あたしはあたし。それは変わらない。なので今まで通りに接してくださいとお願いした時に、暖かい笑い声があたりに満ちたのはいい思い出だ。
なので、親睦という意味でも、護衛という意味でも、フィグネリアは程度を超えない範囲でティッタに付添うようにすると決めていた。
やがて二人は川辺に向かって歩いていく。かすかに手がかじかみ、ティッタは両手に息をはあと吹き付ける。
見かねたフィグネリアは、羽織っていた外套をティッタにかぶせる。首回りに断熱効果を持つ毛皮つきだ。あまりの暖かさに、ティッタは率直に礼を述べた。薄着になったフィグネリアの姿はやはり寒そうに見える。
申し訳なく思ったティッタは声をかけた。
「フィグネリアさんは寒くないのですか?」
「これくらい平気だ。ジスタートの冬はもっと厳しいからな。それに――」
「それに?」
冗談気味に笑い、フィグネリアは空を見上げる。
「あいつだって……ガイだって頑張ってるんだ。私たちも寒さなんかに負けてられないな」
もう一人の勇者、今は『銀閃の勇者・シルヴレイブ』の二つ名を与えられた青年は、遥か東の地へ飛び立っていた。
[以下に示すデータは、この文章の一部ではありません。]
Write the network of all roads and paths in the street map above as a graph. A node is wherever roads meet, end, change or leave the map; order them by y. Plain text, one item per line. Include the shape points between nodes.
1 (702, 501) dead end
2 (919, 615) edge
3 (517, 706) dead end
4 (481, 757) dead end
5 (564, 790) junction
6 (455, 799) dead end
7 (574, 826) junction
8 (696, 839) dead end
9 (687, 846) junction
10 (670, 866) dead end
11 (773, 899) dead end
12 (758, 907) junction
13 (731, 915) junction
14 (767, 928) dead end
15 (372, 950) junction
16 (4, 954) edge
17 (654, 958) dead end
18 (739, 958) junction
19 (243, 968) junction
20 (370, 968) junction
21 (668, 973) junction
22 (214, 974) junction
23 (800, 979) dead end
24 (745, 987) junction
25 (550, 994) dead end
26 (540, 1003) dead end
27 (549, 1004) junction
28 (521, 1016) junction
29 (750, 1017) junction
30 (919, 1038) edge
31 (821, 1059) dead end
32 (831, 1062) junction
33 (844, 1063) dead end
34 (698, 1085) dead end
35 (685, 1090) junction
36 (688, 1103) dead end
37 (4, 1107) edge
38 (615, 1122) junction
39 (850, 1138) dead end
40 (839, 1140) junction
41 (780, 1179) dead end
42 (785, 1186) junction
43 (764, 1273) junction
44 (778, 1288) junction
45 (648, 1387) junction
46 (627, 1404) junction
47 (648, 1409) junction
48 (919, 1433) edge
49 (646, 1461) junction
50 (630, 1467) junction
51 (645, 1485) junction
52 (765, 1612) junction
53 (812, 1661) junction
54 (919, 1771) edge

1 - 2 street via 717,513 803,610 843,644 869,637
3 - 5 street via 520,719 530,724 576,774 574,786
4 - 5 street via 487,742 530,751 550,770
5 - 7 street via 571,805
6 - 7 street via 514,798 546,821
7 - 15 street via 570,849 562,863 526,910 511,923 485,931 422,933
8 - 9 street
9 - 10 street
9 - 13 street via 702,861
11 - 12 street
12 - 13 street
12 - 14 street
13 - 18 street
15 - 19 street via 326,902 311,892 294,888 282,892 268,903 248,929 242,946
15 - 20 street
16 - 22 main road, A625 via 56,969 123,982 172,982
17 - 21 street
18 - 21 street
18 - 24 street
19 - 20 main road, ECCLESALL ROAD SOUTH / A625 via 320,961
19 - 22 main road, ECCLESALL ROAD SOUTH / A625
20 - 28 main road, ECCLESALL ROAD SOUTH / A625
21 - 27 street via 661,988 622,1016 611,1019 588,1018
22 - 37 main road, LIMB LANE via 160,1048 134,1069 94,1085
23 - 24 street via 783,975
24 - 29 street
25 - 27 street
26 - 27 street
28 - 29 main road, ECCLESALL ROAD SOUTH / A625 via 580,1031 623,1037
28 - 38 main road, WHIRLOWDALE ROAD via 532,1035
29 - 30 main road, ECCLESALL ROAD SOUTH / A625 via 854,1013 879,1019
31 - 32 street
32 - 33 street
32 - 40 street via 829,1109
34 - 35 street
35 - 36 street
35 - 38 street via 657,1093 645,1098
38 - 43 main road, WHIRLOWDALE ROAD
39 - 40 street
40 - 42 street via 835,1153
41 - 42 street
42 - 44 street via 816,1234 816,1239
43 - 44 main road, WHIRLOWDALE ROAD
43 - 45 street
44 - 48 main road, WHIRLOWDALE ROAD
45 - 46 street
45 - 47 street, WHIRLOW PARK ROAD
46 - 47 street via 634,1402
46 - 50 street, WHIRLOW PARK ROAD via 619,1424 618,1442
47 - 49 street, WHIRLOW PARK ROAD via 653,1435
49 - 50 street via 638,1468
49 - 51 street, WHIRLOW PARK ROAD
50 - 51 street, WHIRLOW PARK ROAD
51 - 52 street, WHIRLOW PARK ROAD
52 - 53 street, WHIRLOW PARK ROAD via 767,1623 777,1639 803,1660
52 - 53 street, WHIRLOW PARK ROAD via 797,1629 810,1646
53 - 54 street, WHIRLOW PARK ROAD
陸地という地熱から離れている以上、遥か上空を航行している凱のほうが遥かに寒いだろう。いや、寒いという言葉ですら生ぬるい。極寒に加え、ナイフのような鋭さを持つ大気圧が、容赦なく凱の全身を縄のように縛り上げているはずだ。
「でも不思議です」
「何がだ?」
「以前、エレオノーラ様にもこうして付添っていただいたことがあったんです。その時、寒がっている私を見て、今みたいに外套をかぶせてくれたんですよ」
「――――そうなのか」
かつて、ティグル在中の『銀の流星軍』はテリトアールに布陣し、ブリューヌ領内の第三勢力として構えていた時の事だった。アルサス圏外の混合軍という環境の中で、ティッタはエレンから「一人で出歩かないように」と通告されたことがある。戦姫という立場のあるエレンや、その副官であるリムならともかく、ティッタのような一侍女にすぎない女性は、男ばかりの兵にとってある意味では『的』であった。実際に何度も声を掛けられて、ティッタは困惑したものだ。
(この娘……ティッタには何の悪気もないのだがな)
もちろん、ティッタにはエレンとフィグネリア……フィーネの確執を知らない。それが余計にフィーネの感情を複雑にかき混ぜるのであった。
ティッタに悟られないよう、普段見せない苦笑いでやり過ごすフィーネ。